Friday, May 18, 2007 10:29 PM
S.DS and large data sets
I’m not a great programmer but from time to time I have to write some piece of code – this is mostly related to my day job and MIIS projects or creating ad hoc tools for Active Directory projects. Most of these projects are being created using .NET 2.0 as this is environment we are working with and to be honest it is very comfortable environment to create such solutions.
When I dealt with AD I used in most cases System.DirectoryServices library, which provides reach interface to work with directory data. This interface is built around ADSI and provides developer with reach set of interfaces to perform operations against Active Directory \ ADAM.
With S.DS we’ve built (first version was created by subcontractor with major re-design and functionality added later by myself) an Extended MA for MIIS which has a functionality of managing Terminal Services and group membership for a user. To be honest I think that this is nice piece of work and I shared this with some other consultants. We have deployed this agent in middle size organizations (15+ k of managed objects) with success however one of consultants (sorry for this Mike ) tired to use this code to read data about 0,5 mln (billion – US version ) objects and came across really serious performance problems.
I’ve tried to debug and optimize my code and I find few areas to optimize it, however it was still consuming a lot of memory so I’ve started to look at it from different angle. After asking few wise people I gave a try to the same task but not with S.DS – I’ve used System.DirectoryServices.Protocol code which ~Eric has shared with me as an example.
S.DS.P is new namespace introduced in .NET 2.0 which is not using ADSI interface under the hood but directly utilizes LDAP API for directory operations. Because of this writing a code is getting slightly more complicated but it is allowing dropping ADSI usage and allows code to operate with any LDAP directory.
So I’ve created two pieces of code with S.DS and S.DS.P and I’ve performed a simple task:
- Query directory (Windows 2003 AD but it doesn’t matter) with simple query which returns about 150k of objects
- For each objects I’ve requested only DN attribute
- I’ve enumerated through result set just to do something with results.
What I found out is not surprising when you will think about it for a while – S.DS is very heavy on memory in such task, while S.DS.P is very reasonable in memory usage. Below You will find data from performance monitor, which represents the size of working set for application written with S.DS and S.DS.P respectively during the execution of this task .
I was looking for a way to free some memory during performing this operation with S.DS but I can’t find any.
Bug ??? No, its not.
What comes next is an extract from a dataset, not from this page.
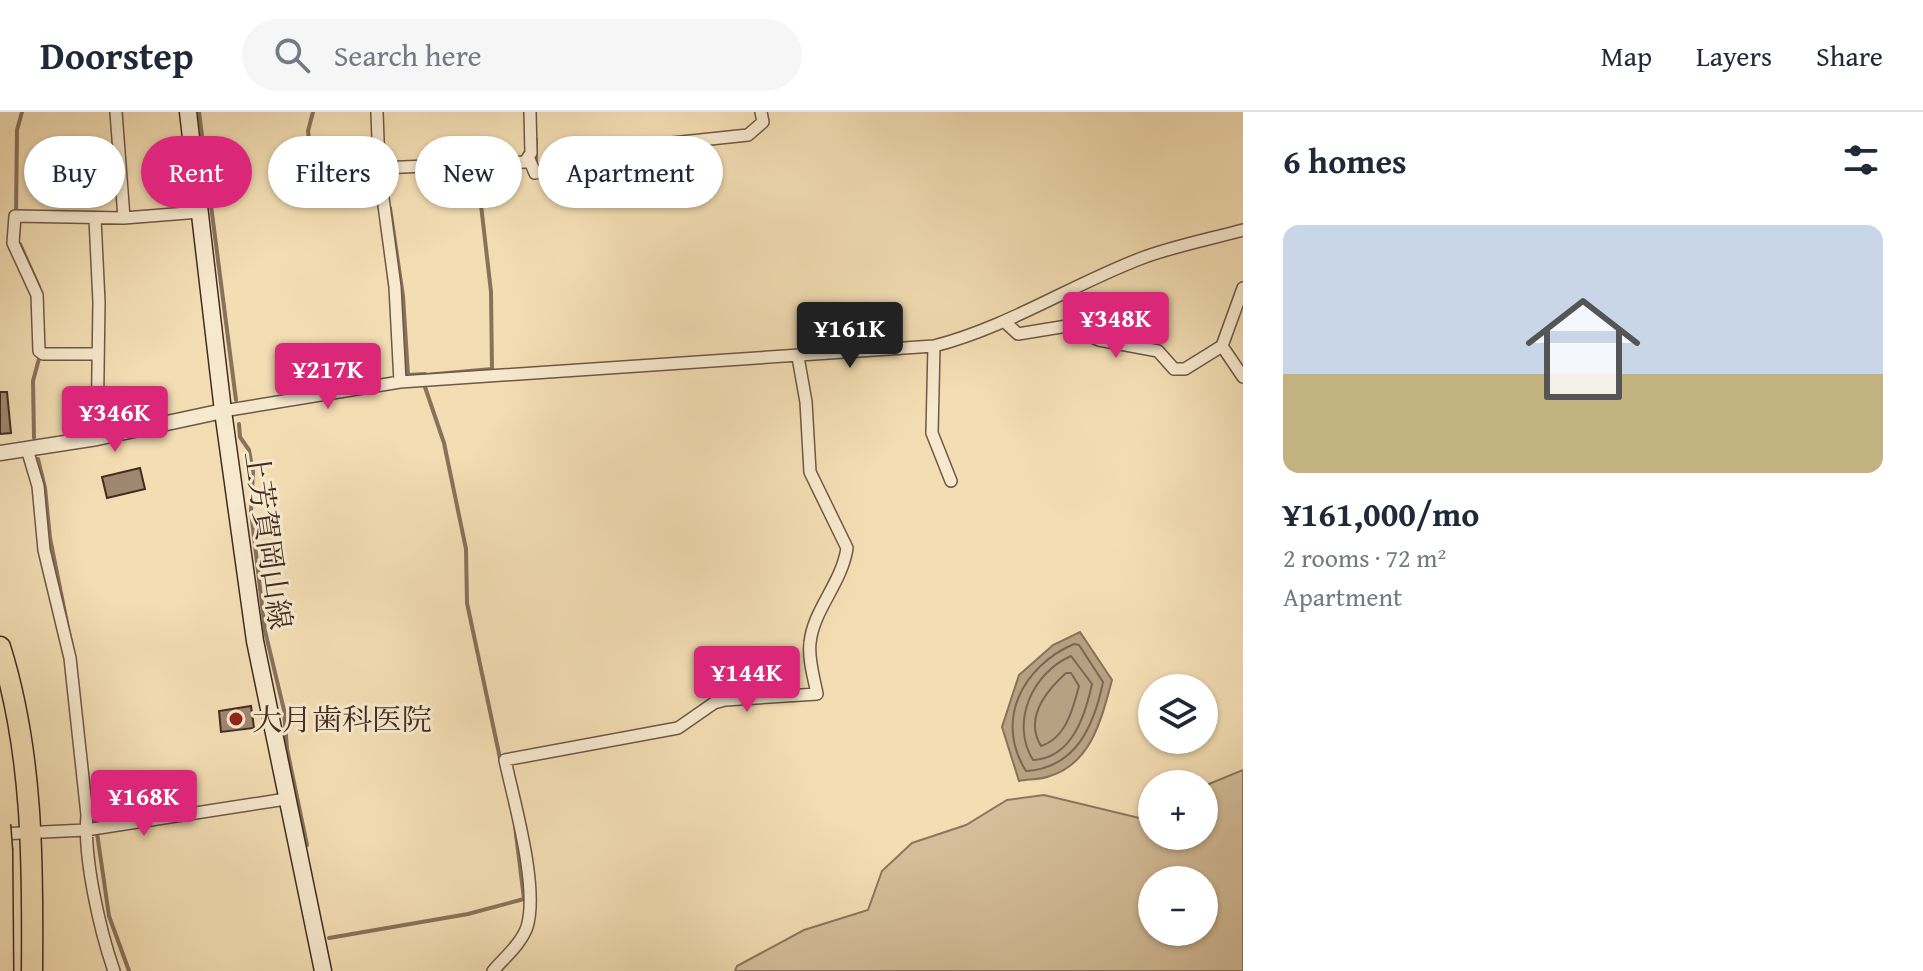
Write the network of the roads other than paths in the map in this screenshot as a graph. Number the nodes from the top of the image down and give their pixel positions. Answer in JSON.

What You have to remember is that S.DS is using ADSI interface and COM objects under the hood – this means that for any S.DS object some COM objects are also being created. In this particular case, when my query has resulted in large number of SearchResult objects being returned for each of this objects some ADSI object has to be used and in the way in which SearchResultCollection is being designed these objects are available for developer to be used during the life time of collection. This causes such memory usage you can see on the graph.
To clarify … I think that S.DS is a great library and I’m not intend to stop to use it. Learning for me … when I can expect that large number of directory object may be returned by a query using S.DS might not be a good solution and it has to be carefully tested how Your code will handle this (maybe we have missed this part during development phase - our fault). It is better to spend some more time on development with S.DS.P and avoid potential problems with performance which may occur. As in many other situations – You have to know the tool, its advantages and limitations and then decide when to use it. I’m describing it here to just bring this to the attention of others who may fall into the same situation.